(Listed entries Opens)

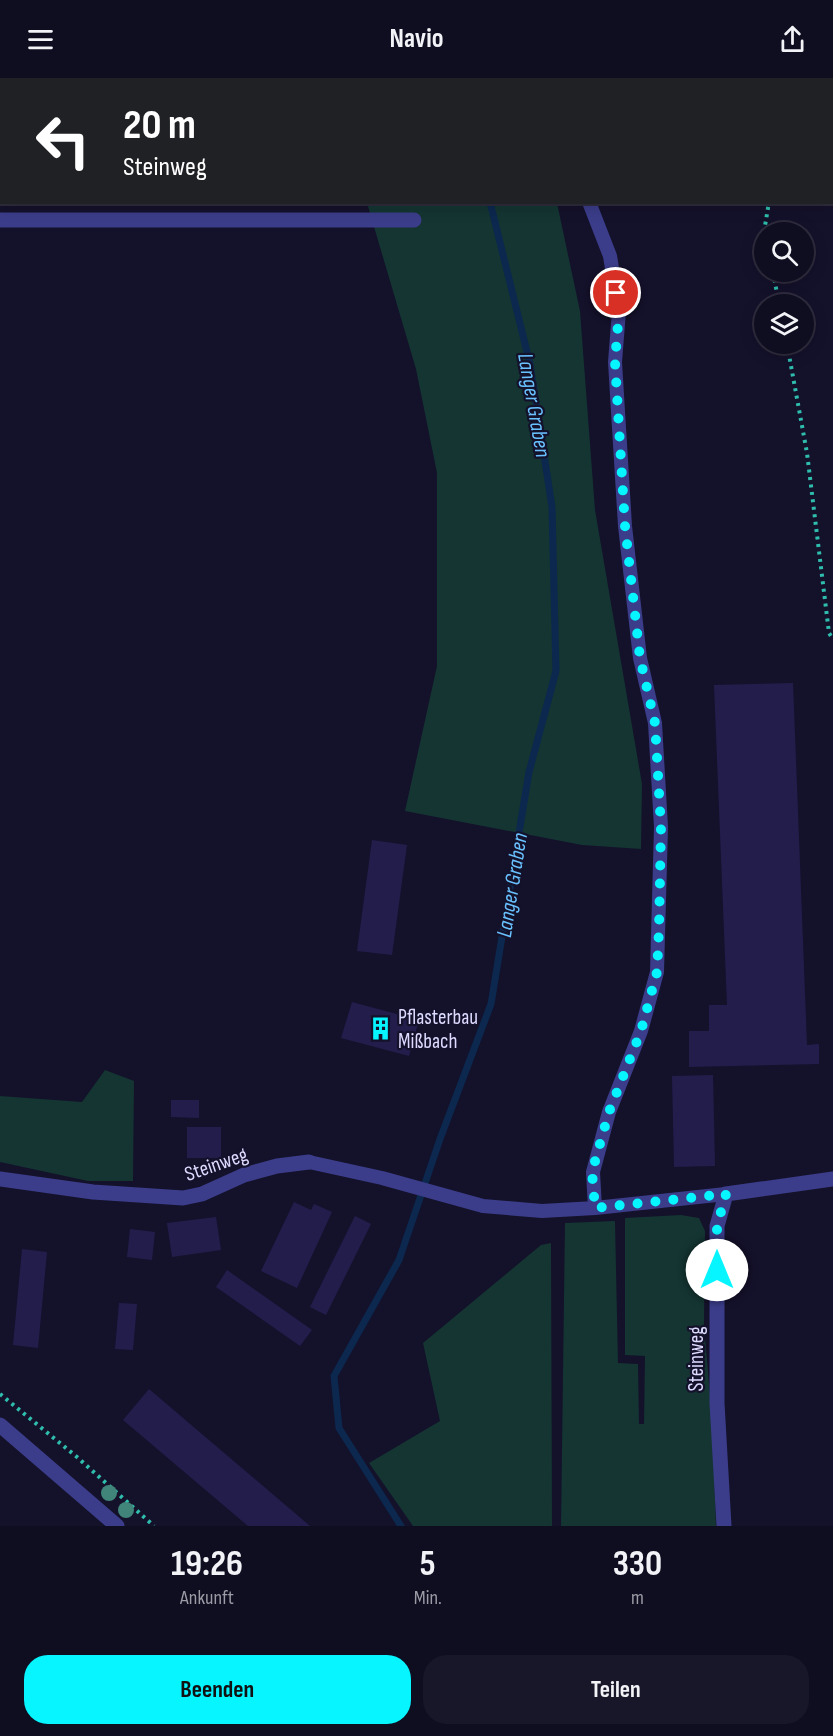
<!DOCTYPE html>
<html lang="de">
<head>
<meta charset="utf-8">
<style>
  :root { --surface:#0f0d20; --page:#181629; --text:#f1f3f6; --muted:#9b9ca5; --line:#2f2d3e; --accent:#07f5ff }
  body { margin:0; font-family:"Sofia Sans Condensed",sans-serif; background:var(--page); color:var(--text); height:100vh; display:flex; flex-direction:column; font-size:22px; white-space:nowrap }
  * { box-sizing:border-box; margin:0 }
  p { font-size:20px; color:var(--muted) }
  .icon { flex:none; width:33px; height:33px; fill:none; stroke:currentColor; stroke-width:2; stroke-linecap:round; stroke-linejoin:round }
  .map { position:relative; height:1448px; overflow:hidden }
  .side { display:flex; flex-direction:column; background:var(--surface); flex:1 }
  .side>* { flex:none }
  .top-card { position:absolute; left:0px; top:0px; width:834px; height:126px; box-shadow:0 3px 15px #0003,0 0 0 2px var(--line); background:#202124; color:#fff; overflow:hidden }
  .tools { position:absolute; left:754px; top:144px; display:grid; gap:12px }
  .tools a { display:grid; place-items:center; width:60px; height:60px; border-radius:50%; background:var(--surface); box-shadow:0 3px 15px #0003,0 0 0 2px var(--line); font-size:30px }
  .pin { position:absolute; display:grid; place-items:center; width:51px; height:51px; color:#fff; margin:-26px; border:3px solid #fff; border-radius:50%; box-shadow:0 2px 6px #0007 }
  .me { position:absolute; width:66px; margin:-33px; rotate:0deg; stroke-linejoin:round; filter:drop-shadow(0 0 4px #0008) }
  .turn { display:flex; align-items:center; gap:21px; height:126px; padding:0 24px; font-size:27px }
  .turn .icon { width:78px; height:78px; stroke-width:2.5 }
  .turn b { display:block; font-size:42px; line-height:51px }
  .eta { display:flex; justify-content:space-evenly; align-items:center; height:102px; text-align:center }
  .eta b { font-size:36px; font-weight:700; line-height:42px }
  .action { display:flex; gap:12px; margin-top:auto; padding:12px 24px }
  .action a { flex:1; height:69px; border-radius:24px; background:var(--accent); color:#111; font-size:24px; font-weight:700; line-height:69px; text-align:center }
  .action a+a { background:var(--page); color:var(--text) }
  header { display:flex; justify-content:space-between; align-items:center; height:78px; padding:0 24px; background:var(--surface); font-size:27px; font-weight:700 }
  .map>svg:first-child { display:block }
  .green { fill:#143532 }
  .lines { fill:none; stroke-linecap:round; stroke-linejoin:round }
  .stream { stroke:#0c284e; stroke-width:7 }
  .building { fill:#231d4c }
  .path { stroke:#2fbead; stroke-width:4; stroke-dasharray:3 4.5; stroke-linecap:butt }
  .service { stroke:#3b3d8a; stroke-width:14 }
  .minor { stroke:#3b3d8a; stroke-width:15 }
  .tertiary { stroke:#3b3d8a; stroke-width:15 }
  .tree { fill:#40847a }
  .route { stroke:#07f5ff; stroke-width:10; stroke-dasharray:0 18 }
  .labels { text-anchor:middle; stroke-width:4.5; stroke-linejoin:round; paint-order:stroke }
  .poi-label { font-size:21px; fill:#dddbff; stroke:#14112b; text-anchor:start }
  .street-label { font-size:21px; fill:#dddbff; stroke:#14112b }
  .water-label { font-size:22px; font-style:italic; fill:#69c2ff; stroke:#14112b }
</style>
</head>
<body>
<header><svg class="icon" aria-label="menu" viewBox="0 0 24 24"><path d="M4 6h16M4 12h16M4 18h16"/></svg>Navio<svg class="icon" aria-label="share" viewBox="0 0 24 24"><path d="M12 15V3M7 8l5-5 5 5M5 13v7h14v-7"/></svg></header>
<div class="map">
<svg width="833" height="1448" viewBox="0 0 833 1448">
  <rect width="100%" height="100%" fill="#14112b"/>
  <path class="green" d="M367,125H557L580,233L595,432L642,706L641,771L582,767L405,733L437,588V395L416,291Z
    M105,992L134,1003L133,1103H88L0,1084V1018L82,1024Z
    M681,1137L699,1140L705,1153L704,1247L712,1341L716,1448H561L565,1145L615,1143L618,1285L638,1286L639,1346H644L645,1278L625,1277V1140Z
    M551,1165L552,1448H413L369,1385L440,1343L423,1265L541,1167Z"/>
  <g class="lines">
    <path class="stream" d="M436,0V2
      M401,1448L339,1350L334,1298L399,1182L440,1061L491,926L529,694L556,593L552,429L530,286L490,124"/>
  </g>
  <path class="building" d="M793,605L807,967L819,966V986L689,989V953H709V927H727L714,607Z
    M372,762L407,767L392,877L357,873Z
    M352,924L419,942L409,978L341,960Z
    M713,997L715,1088L674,1089L672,998Z
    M171,1022H199V1040L171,1039Z
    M187,1049H221V1080H187Z
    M294,1124L311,1132L314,1126L332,1134L297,1210L261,1193Z
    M355,1138L371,1146L326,1237L310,1229Z
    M216,1139L221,1172L172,1179L167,1145Z
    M130,1151L155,1154L152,1182L127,1179Z
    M22,1171L47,1174L38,1270L13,1267Z
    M227,1192L312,1252L300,1268L216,1209Z
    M119,1225L137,1226L133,1272L115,1271Z
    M149,1311L243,1391L310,1448H248L123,1342Z"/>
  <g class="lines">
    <path class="path" d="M794,2V0
      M766,154L765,148L769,124
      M773,194L779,226
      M787,266L807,375L829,555L833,561
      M0,1316L77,1379L154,1448"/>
    <path class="service" d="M540,0V2
      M589,124L610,178L619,233L615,284L625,448L640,580L655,645L661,749L657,894L641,953L609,1034L593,1094L595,1130
      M309,1084L382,1100L483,1128L542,1133L595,1130L726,1116"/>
    <path class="minor" d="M0,142H414
      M0,1101L93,1114L183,1120L202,1116L244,1097L277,1088L309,1084
      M724,1448L717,1325V1148L726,1116L833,1101"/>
    <path class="tertiary" d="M0,1347L117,1448"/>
  </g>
  <g class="tree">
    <circle cx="109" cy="1415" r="8"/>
    <circle cx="126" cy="1432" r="8"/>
  </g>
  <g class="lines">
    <path class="route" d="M616,215L619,233L615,284L625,448L640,580L655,645L661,749L659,851L657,894L641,953L609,1034L592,1094L595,1130L726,1116L717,1148V1192"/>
  </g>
  <defs>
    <symbol id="building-bare" viewBox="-9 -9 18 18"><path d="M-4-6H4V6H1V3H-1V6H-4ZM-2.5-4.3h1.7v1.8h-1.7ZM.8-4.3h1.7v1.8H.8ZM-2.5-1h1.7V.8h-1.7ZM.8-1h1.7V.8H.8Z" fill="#07f5ff" stroke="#14112b" stroke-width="2.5" paint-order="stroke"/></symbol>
  </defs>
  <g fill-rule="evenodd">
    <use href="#building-bare" x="364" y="934" width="33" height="33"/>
  </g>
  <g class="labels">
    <g class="poi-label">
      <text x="398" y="946">Pflasterbau<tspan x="398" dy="24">Mißbach</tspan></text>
    </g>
    <g class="street-label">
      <text transform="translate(216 1086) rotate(-19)" y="7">Steinweg</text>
      <text transform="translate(696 1281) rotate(-90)" y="7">Steinweg</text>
    </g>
    <g class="water-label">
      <text transform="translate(535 327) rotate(80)" y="8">Langer Graben</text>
      <text transform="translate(511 807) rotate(-81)" y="8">Langer Graben</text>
    </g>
  </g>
</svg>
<div class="tools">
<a><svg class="icon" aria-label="search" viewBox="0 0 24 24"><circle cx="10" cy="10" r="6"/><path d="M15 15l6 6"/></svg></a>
<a><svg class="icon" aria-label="layers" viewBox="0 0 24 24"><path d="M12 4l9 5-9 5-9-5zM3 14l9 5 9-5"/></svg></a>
</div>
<div class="pin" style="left:616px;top:215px;background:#d93025"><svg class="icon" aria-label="arrive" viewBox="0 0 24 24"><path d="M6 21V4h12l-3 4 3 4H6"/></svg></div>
<svg class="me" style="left:717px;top:1192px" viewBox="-20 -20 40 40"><circle r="19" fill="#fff"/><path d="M0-13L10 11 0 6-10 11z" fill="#07f5ff"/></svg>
<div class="top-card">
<div class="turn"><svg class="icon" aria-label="left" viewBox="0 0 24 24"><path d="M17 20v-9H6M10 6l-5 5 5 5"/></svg><div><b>20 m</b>Steinweg</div></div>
</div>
</div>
<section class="side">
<div class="eta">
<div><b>19:26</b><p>Ankunft</p></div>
<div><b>5</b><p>Min.</p></div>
<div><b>330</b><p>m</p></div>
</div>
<div class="action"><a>Beenden</a><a>Teilen</a></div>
</section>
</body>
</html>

(Listed entries Closes)

_How to complete this task_. For the entries shown above, give the number of lines that include the word "direction", without any other text.

_Exercise answer_. 2